The systematic review and meta-analysis were conducted according to the Meta-analysis of Observational Studies in Epidemiology (MOOSE) reporting guideline19 and the Preferred Reporting Items for Systematic Reviews and Meta-analyses (PRISMA) reporting guideline20 (Figure 1). We have registered and published this review on PROSPERO, and its protocol has been published elsewhere.21
We systematically searched the MEDLINE (via PubMed), Embase, CINAHL, and Web of Science databases from their inception until May 2018. The following terms were combined to design the search strategy: (1) population (children, childhood, schooler, schoolchildren, preadolescent, adolescent, school aged, school-aged); (2) outcome (obesity, overweight, body composition, body constitution, weight status, anthropometry); (3) study design (prevalence, trend, epidemiology, observational, cross-sectional, longitudinal); and (4) location (includes terms for different European countries) (eTable 1 in the Supplement). Additionally, we scanned the reference lists of the included studies. Finally, we conducted an open search on national and international institutional public health and health ministry websites to identify weight status estimates not reported in scientific journals. The literature search, the data extraction, and the quality assessment were performed independently by 2 investigators (M.G.-M. and C.Á.-B.), and disagreements were resolved by consensus or involving a third researcher (V.M.-V.).
The inclusion criteria were (1) studies reporting the population-based prevalence of excess weight (overweight plus obesity) or obesity, according to body mass index (calculated as weight in kilograms divided by height in meters squared) cutoffs proposed by the IOTF22,23; (2) cross-sectional or follow-up studies and panel surveys with weight and height measured by trained personnel; and (3) studies including populations aged 2 to 13 years.

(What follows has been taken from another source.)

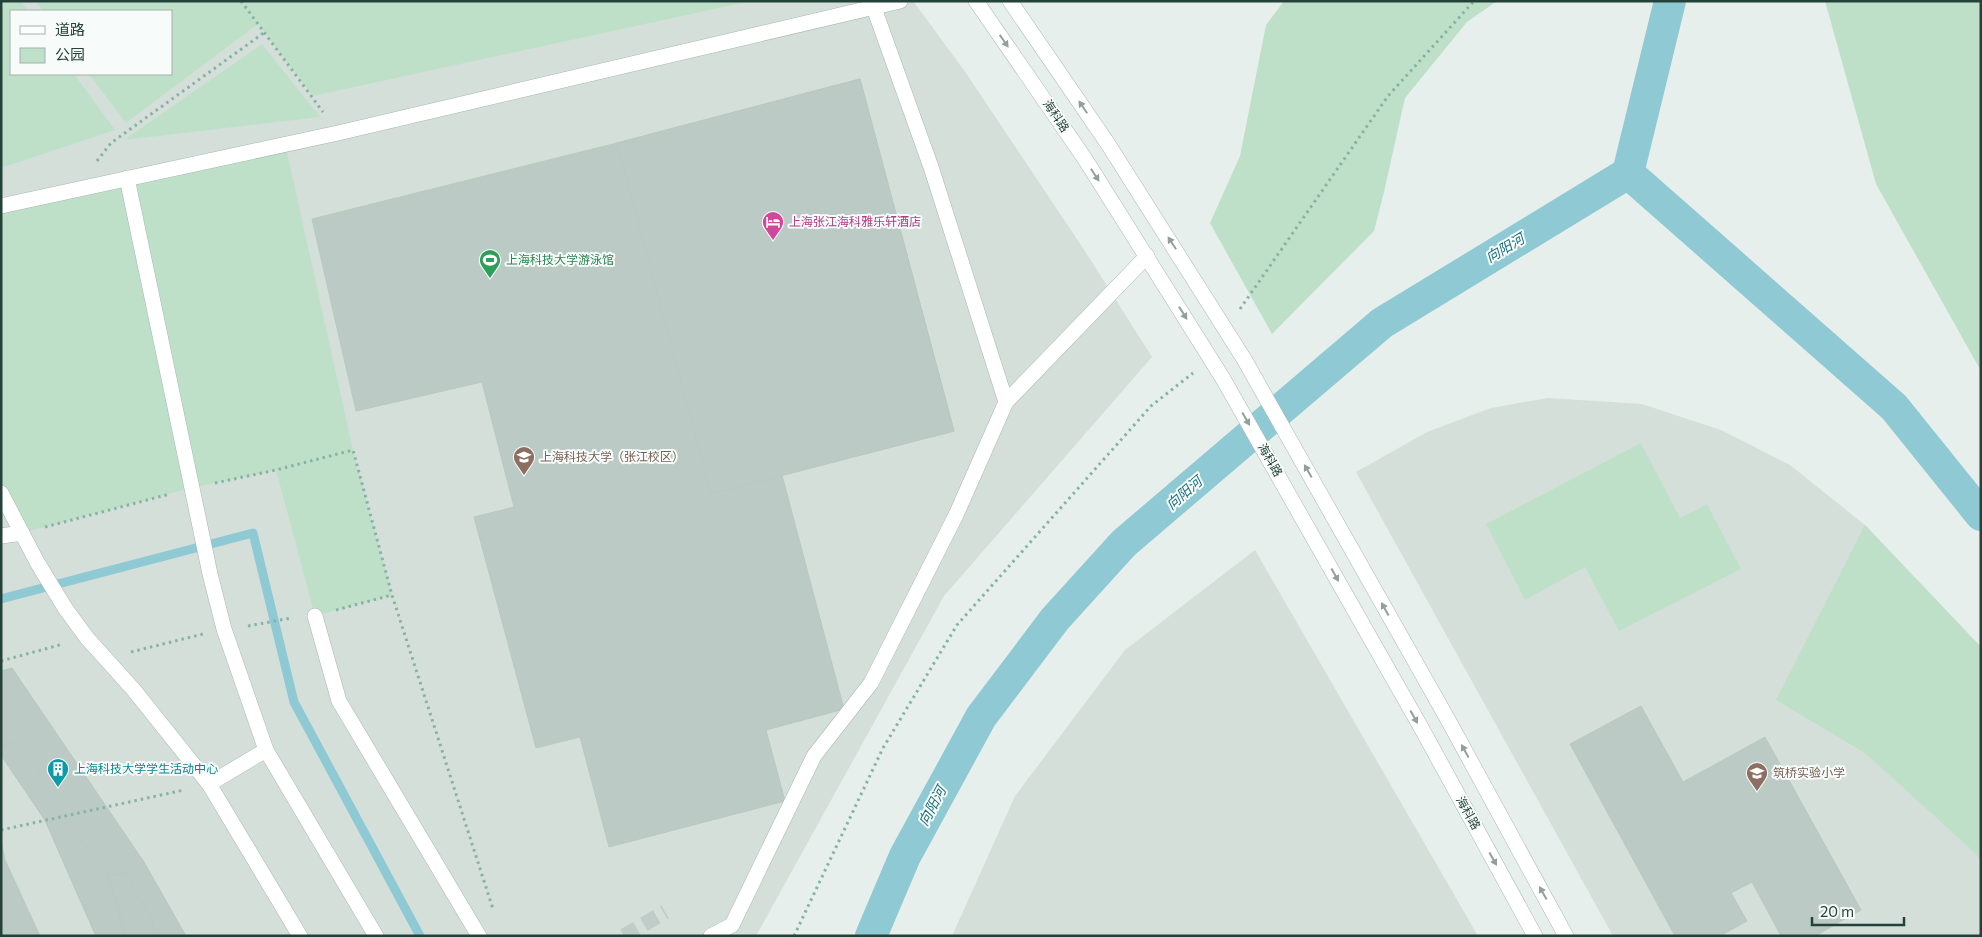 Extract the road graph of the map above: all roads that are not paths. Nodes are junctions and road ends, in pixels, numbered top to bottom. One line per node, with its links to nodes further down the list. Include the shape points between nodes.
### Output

Studies were excluded from the analyses when (1) they were published in languages other than English, Spanish, Italian, or Portuguese; (2) the sample was less than 250 children (on the rationale that smaller samples may lead to a lack of precision in the prevalence estimates); (3) the target population was a specific subgroup, such as aboriginal groups, immigrants, or those with a single socioeconomic status; and (4) they were duplicate reports of the same study. When more than one article provided data on the same sample, the one reporting the most detailed results and/or with the largest sample size was retained in data synthesis.
Search and Data Extraction
The main characteristics of the selected studies are summarized in eTable 2 in the Supplement, including information regarding (1) country; (2) European region24; (3) period of the study; (4) study design; (5) level of representativeness (regional or national); (6) population characteristics (age distribution and sample size); and (7) prevalence of overweight and obesity combined and obesity alone based on the IOTF definition.22,23
When some important data were not reported in the articles, we asked the authors to provide these data if possible. Inconsistencies in data reporting across studies underlie the differences in data presentation in eTable 2 in the Supplement.
We used the Joanna Briggs Institute tool25 to evaluate the risk of bias in the prevalence studies. This tool consists of a rating list with 10 criteria, which can be assessed as yes (coded as 1), no (coded as 0), not applicable (coded as NA), or unclear (coded as ?); thus, the score for each study ranged from 0 to 10. Depending on its score, we rated each study as low risk (7-10), moderate risk (4-6), or high risk of bias (1-3).
For longitudinal studies, we used the Effective Public Health Practice Project tool.26 This instrument evaluates the risk of bias according to 7 domains: selection bias, study design, confounders, blinding, data collection method, withdrawals, and dropouts. Each domain can be considered strong (with no weak domains), moderate (with 1 weak domain), or weak (with 2 or more weak domains).
Data used to estimate the pooled prevalence means were obtained from cross-sectional studies as well as from baseline or final measurements of longitudinal studies. When studies reported estimates of morbid obesity (body mass index, ≥35 at age 18 years), these were included in the obesity category to estimate a single value for obesity (body mass index, ≥30 at age 18 years). We used the weighted pooling to study size method in each analysis.27 Therefore, the prevalence estimates were calculated as an aggregate mean, weighted by the sample size and the number of individuals with excess weight of each study. Thus, we calculated the general point estimate and performed subgroup analyses according to sex, age group (2 to 6 years and 7 to 13 years), period, country, and European region. The Mantel-Haenszel fixed-effects method28 was used to compute the pooled prevalence estimate and its 95% CI whenever there was no evidence of heterogeneity; otherwise, the DerSimonian and Laird random-effects method29 was used. The heterogeneity of results across studies was evaluated with the I2 statistic,30 which was interpreted as not important (0%-40%), moderate heterogeneity (30%-60%), substantial heterogeneity (50%-90%), or large heterogeneity (75%-100%).31 Considering the overlapping between these heterogeneity categories, we decided to use the Mantel-Haenszel fixed-effects method when I2 was less than 50%.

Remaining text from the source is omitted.